- Exercise aim
From the material beneath, pull every line with the word "roads".

- Given records

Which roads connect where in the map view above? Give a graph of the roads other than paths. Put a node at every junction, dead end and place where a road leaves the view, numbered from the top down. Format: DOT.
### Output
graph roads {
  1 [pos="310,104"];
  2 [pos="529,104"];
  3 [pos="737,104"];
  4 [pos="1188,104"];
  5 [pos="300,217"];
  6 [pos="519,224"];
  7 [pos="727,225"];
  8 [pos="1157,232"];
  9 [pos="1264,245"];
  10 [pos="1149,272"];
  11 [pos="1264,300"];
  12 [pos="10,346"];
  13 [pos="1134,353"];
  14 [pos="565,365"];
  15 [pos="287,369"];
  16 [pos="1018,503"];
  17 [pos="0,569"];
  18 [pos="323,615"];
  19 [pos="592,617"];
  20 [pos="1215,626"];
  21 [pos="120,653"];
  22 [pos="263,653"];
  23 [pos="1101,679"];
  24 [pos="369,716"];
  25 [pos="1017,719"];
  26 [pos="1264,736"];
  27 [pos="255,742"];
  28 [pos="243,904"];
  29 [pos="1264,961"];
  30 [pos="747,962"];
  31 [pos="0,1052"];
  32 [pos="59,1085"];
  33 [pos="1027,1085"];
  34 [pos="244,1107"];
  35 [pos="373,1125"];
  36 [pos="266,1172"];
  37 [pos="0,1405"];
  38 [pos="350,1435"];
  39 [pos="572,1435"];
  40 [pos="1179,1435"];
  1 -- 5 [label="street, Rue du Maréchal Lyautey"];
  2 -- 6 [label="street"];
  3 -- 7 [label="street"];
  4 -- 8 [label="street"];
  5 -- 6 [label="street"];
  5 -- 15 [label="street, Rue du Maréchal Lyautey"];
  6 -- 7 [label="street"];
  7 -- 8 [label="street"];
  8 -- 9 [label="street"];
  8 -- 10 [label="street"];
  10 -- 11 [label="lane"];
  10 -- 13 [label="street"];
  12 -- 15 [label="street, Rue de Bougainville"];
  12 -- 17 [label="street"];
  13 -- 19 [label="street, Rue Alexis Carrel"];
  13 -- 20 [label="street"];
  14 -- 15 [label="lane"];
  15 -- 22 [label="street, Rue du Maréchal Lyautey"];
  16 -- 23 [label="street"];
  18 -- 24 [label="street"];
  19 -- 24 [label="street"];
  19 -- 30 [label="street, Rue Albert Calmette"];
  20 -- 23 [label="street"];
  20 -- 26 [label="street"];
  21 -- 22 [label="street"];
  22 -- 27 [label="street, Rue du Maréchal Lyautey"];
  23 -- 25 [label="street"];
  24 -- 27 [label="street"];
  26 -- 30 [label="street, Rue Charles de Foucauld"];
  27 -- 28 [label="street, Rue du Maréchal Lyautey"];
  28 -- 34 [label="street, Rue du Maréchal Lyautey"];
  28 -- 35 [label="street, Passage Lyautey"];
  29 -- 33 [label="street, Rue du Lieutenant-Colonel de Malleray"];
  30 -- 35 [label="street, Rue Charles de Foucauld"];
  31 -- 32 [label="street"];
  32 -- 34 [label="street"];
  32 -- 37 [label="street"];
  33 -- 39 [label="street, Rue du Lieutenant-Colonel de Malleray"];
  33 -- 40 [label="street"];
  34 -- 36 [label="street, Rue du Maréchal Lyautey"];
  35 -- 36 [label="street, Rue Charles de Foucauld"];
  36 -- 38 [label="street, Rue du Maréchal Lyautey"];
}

- Problem solution
Which roads connect where in the map view above? Give a graph of the roads other than paths. Put a node at every junction, dead end and place where a road leaves the view, numbered from the top down. Format: DOT.
graph roads {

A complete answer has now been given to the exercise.